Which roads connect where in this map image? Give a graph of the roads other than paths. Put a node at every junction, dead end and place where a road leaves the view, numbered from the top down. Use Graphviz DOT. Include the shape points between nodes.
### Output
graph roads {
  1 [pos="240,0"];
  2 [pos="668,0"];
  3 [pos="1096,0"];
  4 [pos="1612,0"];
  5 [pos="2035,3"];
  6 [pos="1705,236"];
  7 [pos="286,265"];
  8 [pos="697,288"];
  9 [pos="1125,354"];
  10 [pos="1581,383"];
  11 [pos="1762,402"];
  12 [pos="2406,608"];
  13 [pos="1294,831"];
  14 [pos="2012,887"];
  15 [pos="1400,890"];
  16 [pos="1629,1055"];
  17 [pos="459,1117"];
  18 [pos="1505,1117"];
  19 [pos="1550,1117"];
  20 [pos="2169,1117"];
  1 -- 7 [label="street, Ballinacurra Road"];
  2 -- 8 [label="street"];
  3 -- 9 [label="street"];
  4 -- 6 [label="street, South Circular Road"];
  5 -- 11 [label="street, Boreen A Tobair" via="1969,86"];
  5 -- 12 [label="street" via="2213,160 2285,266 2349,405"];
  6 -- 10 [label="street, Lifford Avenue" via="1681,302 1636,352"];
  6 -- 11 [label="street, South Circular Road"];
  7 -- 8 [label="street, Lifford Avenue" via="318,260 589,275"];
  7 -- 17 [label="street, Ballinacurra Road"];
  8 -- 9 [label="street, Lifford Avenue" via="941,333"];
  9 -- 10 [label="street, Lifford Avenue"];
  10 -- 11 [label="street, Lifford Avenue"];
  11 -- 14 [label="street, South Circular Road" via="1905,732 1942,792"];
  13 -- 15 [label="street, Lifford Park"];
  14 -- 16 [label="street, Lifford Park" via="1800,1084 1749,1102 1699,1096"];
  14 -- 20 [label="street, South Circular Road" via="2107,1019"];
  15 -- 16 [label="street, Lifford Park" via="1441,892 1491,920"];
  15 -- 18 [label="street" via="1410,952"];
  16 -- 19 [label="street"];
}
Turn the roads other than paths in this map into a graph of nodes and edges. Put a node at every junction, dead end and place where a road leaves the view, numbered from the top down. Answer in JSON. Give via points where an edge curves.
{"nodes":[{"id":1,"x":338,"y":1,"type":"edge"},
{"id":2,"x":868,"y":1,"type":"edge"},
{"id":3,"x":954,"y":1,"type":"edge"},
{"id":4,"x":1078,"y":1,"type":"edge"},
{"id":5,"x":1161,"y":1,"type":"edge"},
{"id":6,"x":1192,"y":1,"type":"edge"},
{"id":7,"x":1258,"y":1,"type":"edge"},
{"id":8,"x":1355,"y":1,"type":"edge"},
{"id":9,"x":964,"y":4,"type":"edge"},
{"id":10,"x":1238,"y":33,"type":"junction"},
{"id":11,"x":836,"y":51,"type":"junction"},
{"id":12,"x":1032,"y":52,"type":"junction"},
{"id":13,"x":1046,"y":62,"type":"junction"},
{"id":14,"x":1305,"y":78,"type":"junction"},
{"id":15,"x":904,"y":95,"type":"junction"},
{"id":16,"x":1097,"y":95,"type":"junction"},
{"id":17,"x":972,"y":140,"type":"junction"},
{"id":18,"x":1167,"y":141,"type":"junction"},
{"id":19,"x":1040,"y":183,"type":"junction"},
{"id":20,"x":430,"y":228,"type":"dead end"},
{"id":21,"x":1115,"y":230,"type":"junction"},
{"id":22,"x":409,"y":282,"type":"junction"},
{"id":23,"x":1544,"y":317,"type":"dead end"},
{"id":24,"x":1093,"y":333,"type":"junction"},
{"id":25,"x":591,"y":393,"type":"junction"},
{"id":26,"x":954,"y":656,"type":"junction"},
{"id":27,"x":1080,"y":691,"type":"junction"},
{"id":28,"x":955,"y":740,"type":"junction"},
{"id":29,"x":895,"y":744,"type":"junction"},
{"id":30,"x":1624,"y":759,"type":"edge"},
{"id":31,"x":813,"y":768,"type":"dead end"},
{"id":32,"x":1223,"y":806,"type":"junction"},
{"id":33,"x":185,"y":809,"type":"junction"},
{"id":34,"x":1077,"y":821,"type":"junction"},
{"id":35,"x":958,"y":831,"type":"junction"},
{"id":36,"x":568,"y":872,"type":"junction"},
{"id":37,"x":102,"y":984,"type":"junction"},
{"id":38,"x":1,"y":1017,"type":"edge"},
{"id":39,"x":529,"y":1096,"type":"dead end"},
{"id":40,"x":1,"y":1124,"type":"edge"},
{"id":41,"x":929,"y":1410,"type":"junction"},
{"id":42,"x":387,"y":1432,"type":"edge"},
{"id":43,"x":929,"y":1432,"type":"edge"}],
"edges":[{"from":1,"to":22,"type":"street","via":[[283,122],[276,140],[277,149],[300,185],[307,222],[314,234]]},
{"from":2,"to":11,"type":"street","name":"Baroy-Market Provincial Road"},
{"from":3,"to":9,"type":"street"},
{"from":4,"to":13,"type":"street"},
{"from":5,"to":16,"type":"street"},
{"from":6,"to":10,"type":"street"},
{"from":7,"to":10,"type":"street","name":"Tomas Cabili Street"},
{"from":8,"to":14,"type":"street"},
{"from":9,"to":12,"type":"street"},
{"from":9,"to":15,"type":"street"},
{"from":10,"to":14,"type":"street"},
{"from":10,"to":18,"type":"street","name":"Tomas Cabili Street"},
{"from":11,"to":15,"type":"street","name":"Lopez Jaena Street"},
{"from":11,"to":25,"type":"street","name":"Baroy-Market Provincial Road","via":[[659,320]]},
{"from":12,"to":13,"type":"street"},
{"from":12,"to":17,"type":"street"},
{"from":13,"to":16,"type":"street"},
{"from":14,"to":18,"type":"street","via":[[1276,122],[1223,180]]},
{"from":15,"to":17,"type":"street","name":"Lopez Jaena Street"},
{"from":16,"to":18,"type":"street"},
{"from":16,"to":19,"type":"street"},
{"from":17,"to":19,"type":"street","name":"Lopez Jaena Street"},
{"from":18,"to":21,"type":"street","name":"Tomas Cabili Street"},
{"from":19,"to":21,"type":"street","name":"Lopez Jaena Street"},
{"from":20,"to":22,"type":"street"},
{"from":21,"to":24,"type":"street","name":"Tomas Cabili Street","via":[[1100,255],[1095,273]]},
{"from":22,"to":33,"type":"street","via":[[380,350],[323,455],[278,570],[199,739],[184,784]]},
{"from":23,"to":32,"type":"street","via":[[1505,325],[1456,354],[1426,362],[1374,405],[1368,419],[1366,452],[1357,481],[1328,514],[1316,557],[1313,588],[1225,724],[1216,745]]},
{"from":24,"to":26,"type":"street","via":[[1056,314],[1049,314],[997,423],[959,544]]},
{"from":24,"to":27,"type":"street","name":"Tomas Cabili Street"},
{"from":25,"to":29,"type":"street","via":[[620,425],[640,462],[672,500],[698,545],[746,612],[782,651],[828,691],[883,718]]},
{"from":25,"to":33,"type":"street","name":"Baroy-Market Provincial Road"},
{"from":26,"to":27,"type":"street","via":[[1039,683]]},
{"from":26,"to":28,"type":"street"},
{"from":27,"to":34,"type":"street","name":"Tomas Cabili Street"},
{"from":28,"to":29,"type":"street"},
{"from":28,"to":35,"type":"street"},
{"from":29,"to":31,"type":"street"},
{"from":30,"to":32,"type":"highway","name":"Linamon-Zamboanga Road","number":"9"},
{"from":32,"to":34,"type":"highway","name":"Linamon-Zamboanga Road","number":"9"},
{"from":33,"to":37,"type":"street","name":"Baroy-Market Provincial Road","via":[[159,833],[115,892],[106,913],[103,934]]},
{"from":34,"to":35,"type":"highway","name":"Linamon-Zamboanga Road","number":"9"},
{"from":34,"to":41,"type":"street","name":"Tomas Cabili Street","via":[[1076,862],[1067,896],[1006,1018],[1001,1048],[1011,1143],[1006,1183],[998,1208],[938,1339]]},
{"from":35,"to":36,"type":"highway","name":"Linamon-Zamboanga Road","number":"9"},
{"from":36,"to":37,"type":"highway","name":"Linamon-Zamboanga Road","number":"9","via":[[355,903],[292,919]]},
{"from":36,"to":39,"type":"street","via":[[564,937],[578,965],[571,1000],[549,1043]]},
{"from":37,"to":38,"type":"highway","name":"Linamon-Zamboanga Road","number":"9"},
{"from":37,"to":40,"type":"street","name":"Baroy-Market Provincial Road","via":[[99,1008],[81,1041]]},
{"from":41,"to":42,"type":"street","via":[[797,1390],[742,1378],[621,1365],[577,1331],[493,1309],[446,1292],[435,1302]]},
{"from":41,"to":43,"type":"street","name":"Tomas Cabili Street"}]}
▬▬▬
» **Problem to solve**:
Within the entries above, find every line where the string "roads" occurs, and copy it.

» **Result for this exercise**:
Which roads connect where in this map image? Give a graph of the roads other than paths. Put a node at every junction, dead end and place where a road leaves the view, numbered from the top down. Use Graphviz DOT. Include the shape points between nodes.
graph roads {
Turn the roads other than paths in this map into a graph of nodes and edges. Put a node at every junction, dead end and place where a road leaves the view, numbered from the top down. Answer in JSON. Give via points where an edge curves.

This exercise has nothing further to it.